Problem with Ivy is that it spreads every where.....it will find it's way into shrubs, trees, hedges and grow in them, on them and attach to them.....it can also spread to locations where you never intended it to go......Removal is not all that easy.
Additionaly.....Ivy is a trash colector....any and all debris falling from trees.....and you said it was a shaded location......all debris will collect in the Ivy......no easy task to clean it out.
Another thing regarding Ivy....it provides cover for small burrowing animals.

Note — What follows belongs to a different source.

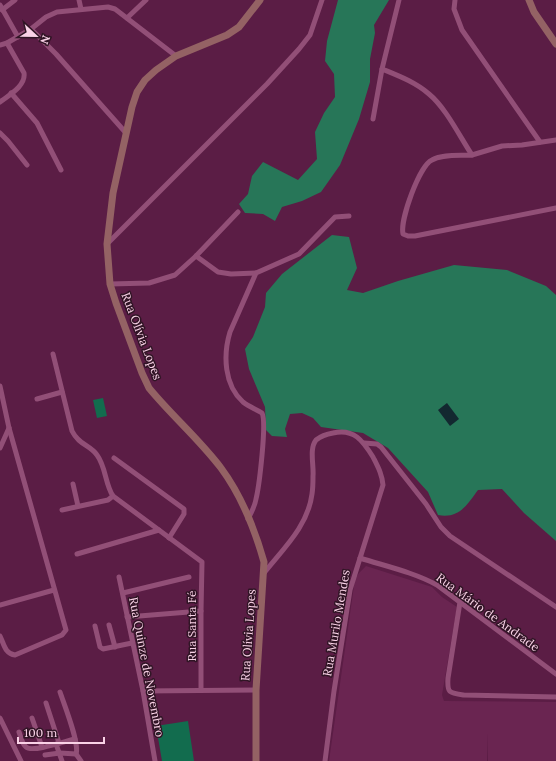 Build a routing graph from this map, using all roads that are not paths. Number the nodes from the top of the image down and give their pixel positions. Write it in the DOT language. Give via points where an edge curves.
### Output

The link Muirford provided is realy good.....I checked it out....nice feature for having sections for sun or shade.......the listing of perennials for shade use is pretty good..........and you can surely do something more creative, atractive, interesting and more user friendly than Ivy
Many of the perennials you can purchase in as large a size available......divide them right from the start.....it is not unusual to get 4 divisions from one plant purchase....if not then.....then second season you can start dividing and spreading them out or moving them around the property..
When we moved here in 1995, there was ivy everywhere. I spent weeks ripping it out as it was a "tripper" for DH. Now I have a kid come every spring and whenever he is here to mow, he is to remove the ivy. The first question I asked before he started was - do you catch poison ivy. I have enough poison ivy mixed in with that ivy to wish it were a cash crop! He missed some, but I will point it out the next time he mows - and I will remind him the chives I pointed out were so he would NOT weed whack them!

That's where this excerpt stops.